All of a sudden, the frustration and unhappiness that I have been carrying around GlobalGlot for so many years evaporates as I close the door behind me leaving Boris with an expression of sheer panic. This is what you wanted, Boris, and you've got it. And this is what I finally want. Taking a step back, giving everything away in preparation for my final departure.
So, not only George has a girlfriend, but he’s also managed to get her pregnant. What a poor soul who has to put up with George’s chauvinistic self-righteousness and macho views. Or maybe just a desperate and insecure masochistic female who can’t face a life on her own. Even George is better than solitude. He's often mentioned that the majority of women dislike him instantly for some reason. After his last longhaul flight he couldn’t stop talking about a fight with a stewardess. Out of two hundred-plus passengers, she spotted him and hated him straight away, of course. She kept walking past him, not offering him drinks, but constantly crashing her trolley into his knee or shoulder when he was trying to sleep, and she never apologised.
“These things happen, George. I’m sure it was just coincidence; she did not do it on purpose.” Anyway, stewardesses do walk up and down the plane and serve refreshments because that’s their job, isn’t it George?
“Oh no, believe me, I’ve seen it before, some women just hate me!”

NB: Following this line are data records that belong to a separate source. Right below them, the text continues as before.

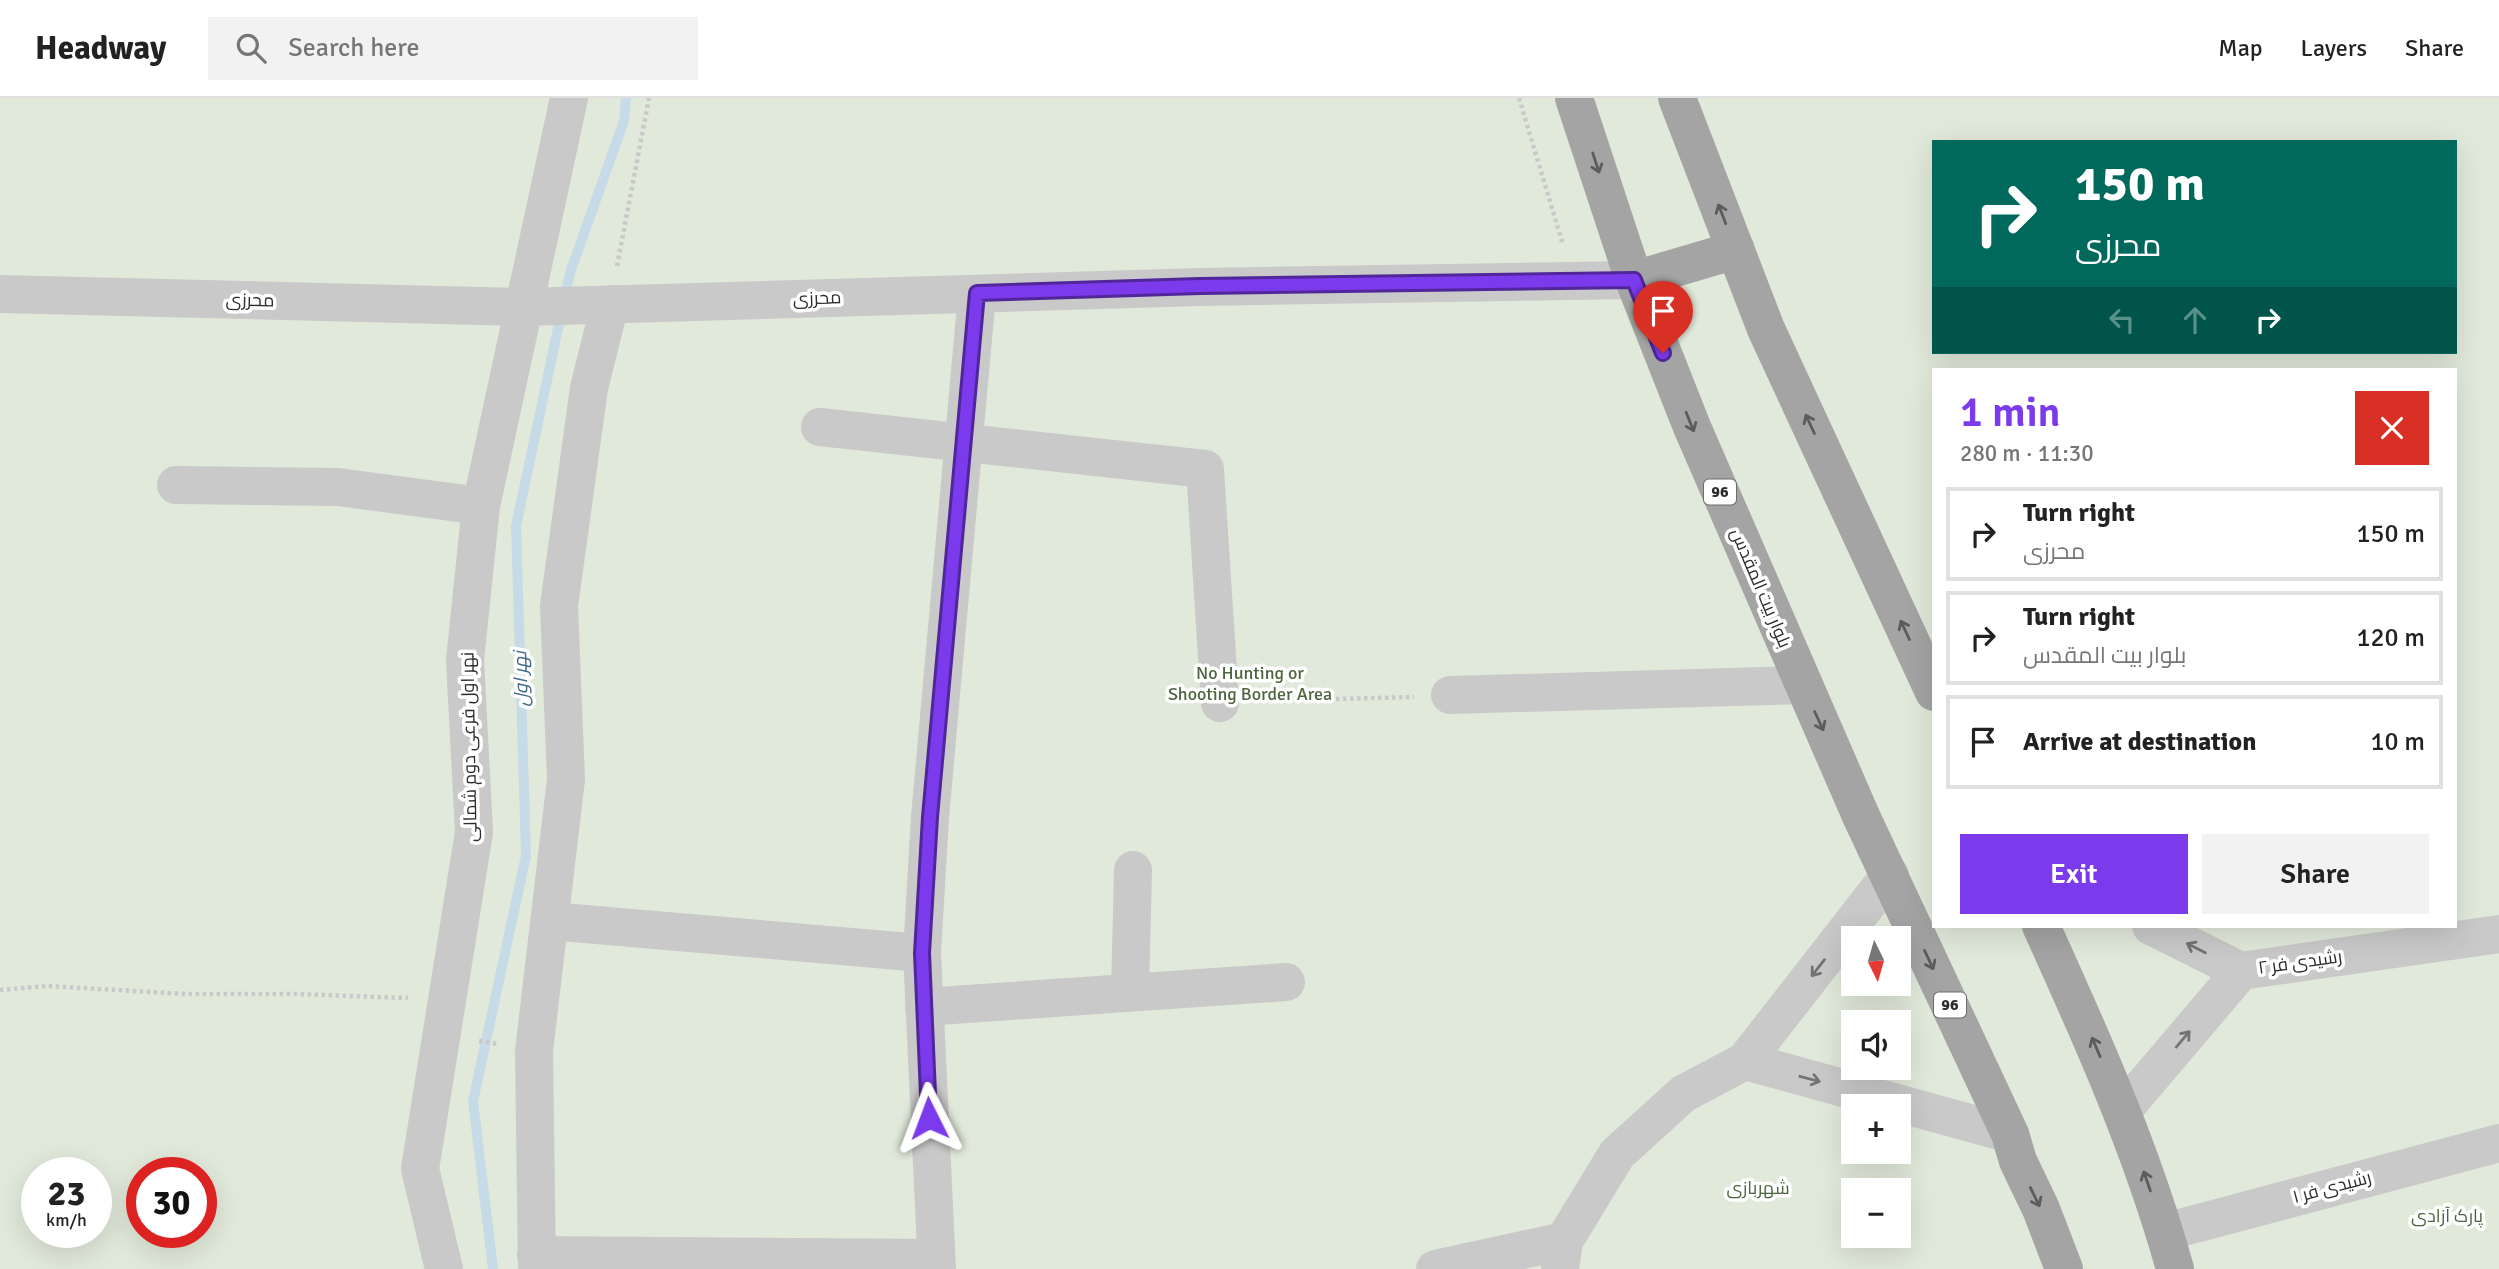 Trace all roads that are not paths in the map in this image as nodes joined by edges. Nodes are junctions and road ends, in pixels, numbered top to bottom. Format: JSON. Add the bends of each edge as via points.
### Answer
{"nodes":[{"id":1,"x":569,"y":98,"type":"edge"},
{"id":2,"x":1574,"y":98,"type":"edge"},
{"id":3,"x":1677,"y":98,"type":"edge"},
{"id":4,"x":1736,"y":250,"type":"junction"},
{"id":5,"x":1634,"y":280,"type":"junction"},
{"id":6,"x":977,"y":293,"type":"junction"},
{"id":7,"x":0,"y":294,"type":"edge"},
{"id":8,"x":598,"y":304,"type":"junction"},
{"id":9,"x":533,"y":306,"type":"junction"},
{"id":10,"x":820,"y":427,"type":"dead end"},
{"id":11,"x":964,"y":442,"type":"junction"},
{"id":12,"x":176,"y":485,"type":"dead end"},
{"id":13,"x":481,"y":506,"type":"junction"},
{"id":14,"x":1802,"y":685,"type":"junction"},
{"id":15,"x":1932,"y":688,"type":"edge"},
{"id":16,"x":1450,"y":695,"type":"road end"},
{"id":17,"x":1220,"y":703,"type":"road end"},
{"id":18,"x":1133,"y":870,"type":"dead end"},
{"id":19,"x":1890,"y":876,"type":"junction"},
{"id":20,"x":550,"y":921,"type":"junction"},
{"id":21,"x":2042,"y":928,"type":"edge"},
{"id":22,"x":2155,"y":928,"type":"edge"},
{"id":23,"x":2499,"y":934,"type":"edge"},
{"id":24,"x":922,"y":953,"type":"junction"},
{"id":25,"x":2241,"y":971,"type":"junction"},
{"id":26,"x":1286,"y":982,"type":"dead end"},
{"id":27,"x":1130,"y":992,"type":"junction"},
{"id":28,"x":924,"y":1007,"type":"junction"},
{"id":29,"x":1745,"y":1060,"type":"junction"},
{"id":30,"x":2123,"y":1110,"type":"junction"},
{"id":31,"x":2010,"y":1134,"type":"junction"},
{"id":32,"x":2481,"y":1148,"type":"edge"},
{"id":33,"x":2499,"y":1172,"type":"edge"},
{"id":34,"x":2165,"y":1232,"type":"junction"},
{"id":35,"x":1562,"y":1255,"type":"edge"},
{"id":36,"x":536,"y":1262,"type":"edge"},
{"id":37,"x":937,"y":1263,"type":"edge"},
{"id":38,"x":444,"y":1269,"type":"edge"},
{"id":39,"x":1435,"y":1269,"type":"edge"},
{"id":40,"x":2064,"y":1269,"type":"edge"},
{"id":41,"x":2175,"y":1269,"type":"edge"}],
"edges":[{"from":1,"to":9,"type":"street","name":"نهر اول فرعی دوم شمالی"},
{"from":2,"to":5,"type":"main road","name":"بلوار بیت المقدس","number":"96","one_way":true},
{"from":4,"to":3,"type":"main road","one_way":true},
{"from":4,"to":5,"type":"main road"},
{"from":15,"to":4,"type":"main road","one_way":true,"via":[[1766,329]]},
{"from":5,"to":6,"type":"street","name":"محرزی"},
{"from":5,"to":14,"type":"main road","name":"بلوار بیت المقدس","number":"96","one_way":true},
{"from":6,"to":8,"type":"street","name":"محرزی"},
{"from":6,"to":11,"type":"street"},
{"from":7,"to":9,"type":"street","name":"محرزی"},
{"from":8,"to":9,"type":"street","name":"محرزی"},
{"from":8,"to":20,"type":"street","via":[[559,606],[566,779]]},
{"from":9,"to":13,"type":"street","name":"نهر اول فرعی دوم شمالی"},
{"from":10,"to":11,"type":"street"},
{"from":11,"to":17,"type":"street","via":[[1205,469]]},
{"from":11,"to":24,"type":"street"},
{"from":12,"to":13,"type":"street","via":[[338,487]]},
{"from":13,"to":38,"type":"street","name":"نهر اول فرعی دوم شمالی","via":[[465,660],[474,832],[420,1169]]},
{"from":14,"to":16,"type":"street"},
{"from":14,"to":19,"type":"main road","name":"بلوار بیت المقدس","number":"96","one_way":true},
{"from":18,"to":27,"type":"street"},
{"from":19,"to":29,"type":"street","one_way":true},
{"from":19,"to":31,"type":"main road","number":"96","one_way":true},
{"from":20,"to":24,"type":"street"},
{"from":20,"to":36,"type":"street","via":[[534,1051]]},
{"from":30,"to":21,"type":"main road","one_way":true},
{"from":25,"to":22,"type":"street","one_way":true},
{"from":23,"to":25,"type":"street","name":"رشیدی فر ۲"},
{"from":24,"to":28,"type":"street"},
{"from":30,"to":25,"type":"street","name":"رشیدی فر ۲","one_way":true},
{"from":26,"to":27,"type":"street"},
{"from":27,"to":28,"type":"street"},
{"from":28,"to":37,"type":"street"},
{"from":29,"to":31,"type":"street","one_way":true},
{"from":29,"to":35,"type":"street","via":[[1683,1094],[1617,1154]]},
{"from":34,"to":30,"type":"main road","one_way":true},
{"from":31,"to":40,"type":"main road","number":"96","one_way":true},
{"from":32,"to":33,"type":"street"},
{"from":32,"to":34,"type":"street","name":"رشیدی فر ۱"},
{"from":34,"to":41,"type":"main road"},
{"from":35,"to":39,"type":"street"},
{"from":36,"to":37,"type":"street"}]}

André joined the company ten years ago. I could still remember the job interview with a shy and insecure but enthusiastic twenty-year-old newcomer to London. He was determined to succeed; he attended every evening class in proficiency in English and worked extremely hard until he became an excellent translator and conscientious worker. Never off sick, never missing a deadline, never getting involved in any kind of conflict and always ignoring all office politics, André was a model employee. I overheard young girls describing him as a good looking chap with a lot of charm but with a weird sense of humour. Whatever it meant, most of them steered clear of him.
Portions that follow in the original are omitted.